Unijambiste, j’ai participé à la plus longue course de stand up paddle du monde

Publié le 23 septembre 2015 par Claudine Colozzi
Sur les 220 km de l'épreuve, Valérie Hirschfield a réussi à en parcourir 168 malgré des conditions météorologiques catastrophiques. © Association Valérie jusqu'au bout, plus que jamais debout

Amputée de la jambe gauche, Valérie Hirschfield est la première personne handicapée à avoir concouru à la SUP 11-City Tour, une course de stand up paddle de 220 km sur les canaux des Pays-Bas qui a eu lieu du 2 au 6 septembre 2015. Cette Varoise de 51 ans a découvert ce sport de glisse durant l’été 2013. Une révélation pour cette sportive accomplie qui l’a conduite à s’équiper d’une prothèse, elle qui ne jurait que par ses cannes depuis dix ans.

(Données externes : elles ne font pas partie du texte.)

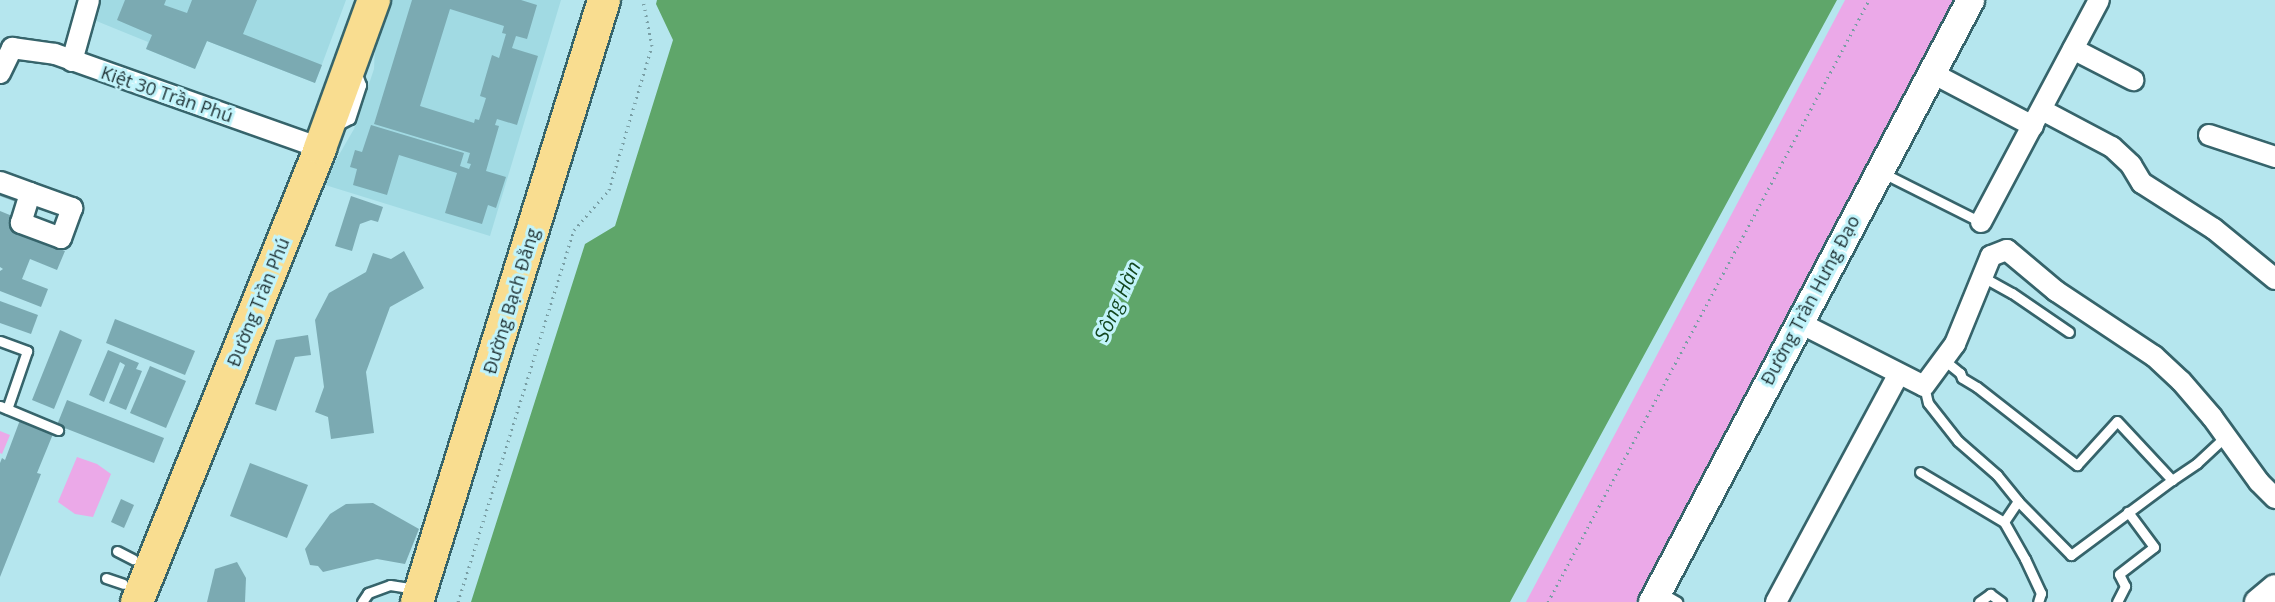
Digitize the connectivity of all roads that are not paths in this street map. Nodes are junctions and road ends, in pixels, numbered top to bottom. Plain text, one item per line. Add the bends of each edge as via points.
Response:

« La première fois que je suis montée sur une planche de stand up paddle, je ne peux pas dire que ça a été le coup de foudre. Je ne pouvais pas aller où je voulais, je tombais beaucoup. Difficile de garder l’équilibre sur une seule jambe tout en pagayant. Comme je suis une battante et que je n’aime pas que les choses me résistent, je me suis accrochée. Puis, l’idée d’une prothèse de genoux articulée reproduisant les mouvements naturels des tendons a fait son chemin. Une mini révolution pour moi qui me déplace avec des cannes depuis que j’ai été amputée. La première fois que je suis montée appareillée sur la planche, je n’en suis pas revenue ! Les sensations étaient si différentes : je contrôlais la situation et guidais la planche comme je le souhaitais !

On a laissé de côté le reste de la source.